Context:
I am currently working with Kalman-like filters. As a result I deal with linear Stochastic Differential Equations (SDEs) with constant coefficients such as: $$ dx(t) = Ax(t)dt + Bdw(t) $$ where $A,B$ are known constant matrices of appropriate dimension and $w(t)$ is an $n$-dimensional Wiener process. Also, the initial condition $x(0)$ is a gaussian random variable with known mean and covariance.
I got asked by a "peer": what is the probability space you are working on? which took me for surprise at that moment. Due to the nature of the SDE, when dealing with it, it suffices to keep track of the mean and covariance of the solution of the differential equation in order to perform computations. Hence, many books and papers do not seem to specify what the probability space they are using.

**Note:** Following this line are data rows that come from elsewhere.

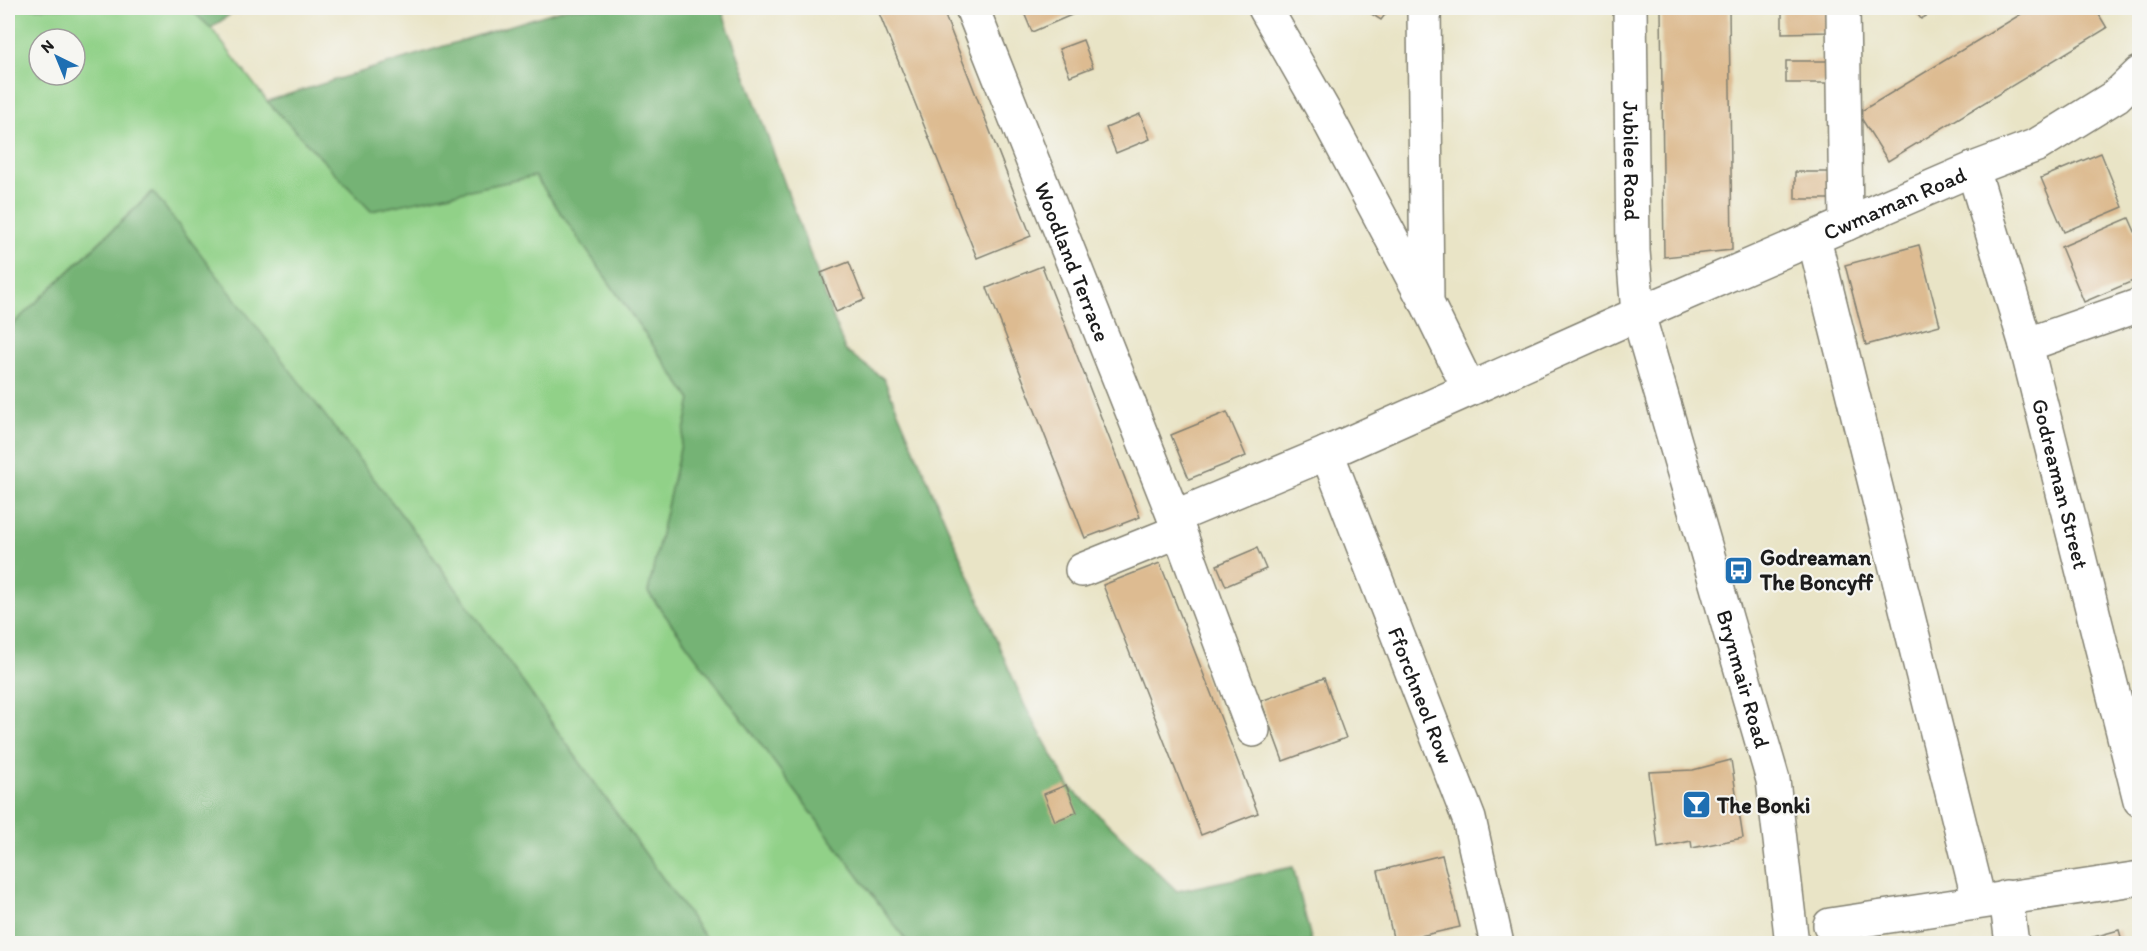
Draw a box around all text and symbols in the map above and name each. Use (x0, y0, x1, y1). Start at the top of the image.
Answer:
north arrow (27, 27, 87, 87)
text: N (37, 36, 58, 57)
street label: Jubilee Road (1618, 101, 1646, 221)
street label: Cwmaman Road (1819, 160, 1970, 246)
street label: Woodland Terrace (1029, 178, 1116, 345)
street label: Godreaman Street (2026, 396, 2095, 572)
place label: Godreaman The Boncyff (1759, 544, 1874, 596)
bus stop icon: Godreaman The Boncyff (1723, 554, 1755, 586)
street label: Brynmair Road (1711, 607, 1776, 751)
street label: Fforchneol Row (1382, 623, 1460, 768)
bar icon: The Bonki (1680, 789, 1712, 821)
place label: The Bonki (1716, 792, 1810, 819)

Some works even start by saying "Let $(\Omega, \mathcal{F},\mathcal{F}_t,\mathbb{P})$ be a filtered probability space..." and then proceed to write the SDE, without mentioning the filtered probability space again, or even define the Wiener Process over it as if the filtered probability space was arbitrary.

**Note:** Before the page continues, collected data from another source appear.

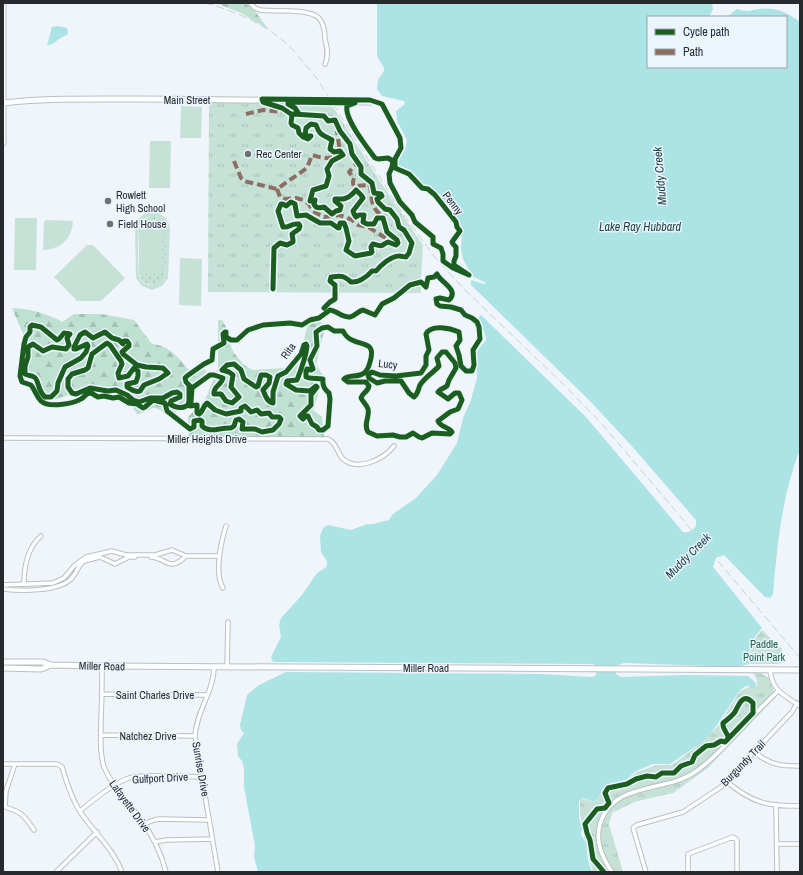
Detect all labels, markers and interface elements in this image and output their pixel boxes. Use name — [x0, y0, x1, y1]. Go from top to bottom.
legend — [647, 16, 787, 68]
text: Cycle path — [683, 24, 730, 40]
text: Path — [683, 44, 703, 60]
street label: Main Street — [164, 93, 211, 107]
water label: Muddy Creek — [649, 145, 671, 206]
place label: Rec Center — [256, 147, 302, 161]
marker: Rec Center — [243, 149, 253, 159]
place label: Rowlett High School — [116, 188, 165, 215]
street label: Penny — [440, 189, 467, 218]
marker: Rowlett High School — [103, 196, 113, 206]
place label: Field House — [118, 217, 167, 231]
marker: Field House — [105, 219, 115, 229]
water label: Lake Ray Hubbard — [599, 219, 682, 235]
street label: Rita — [278, 340, 298, 362]
street label: Lucy — [378, 356, 399, 372]
street label: Miller Heights Drive — [167, 432, 247, 446]
water label: Muddy Creek — [662, 529, 715, 582]
park label: Paddle Point Park — [743, 637, 786, 664]
street label: Miller Road — [79, 659, 125, 673]
street label: Miller Road — [403, 661, 449, 675]
street label: Saint Charles Drive — [116, 688, 194, 702]
street label: Natchez Drive — [119, 729, 177, 743]
street label: Burgundy Trail — [718, 737, 768, 789]
street label: Sunrise Drive — [189, 741, 213, 797]
street label: Gulfport Drive — [132, 770, 188, 786]
street label: Lafayette Drive — [106, 777, 154, 835]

The default answer I have stored in my brain is the filtered probability space ensured to exist due to Kolmogorov extension theorem for the Wiener process, which may be equivalent to $\Omega$ being the set of continuous functions, $\mathcal{F}_t$ the natural filtration of the Wiener process and $\mathbb{P}$ the Wiener measure which coincides with finite-dimensional distributions at discrete time points. However, I may be mistaken.
Also, this probability space is for the Wiener process, and not for the solution of the SDE, so I think there is something missing here.
Question:
What should be the default/standard answer to the question "What probability space are you working on?" when dealing with linear SDEs in the context I described before?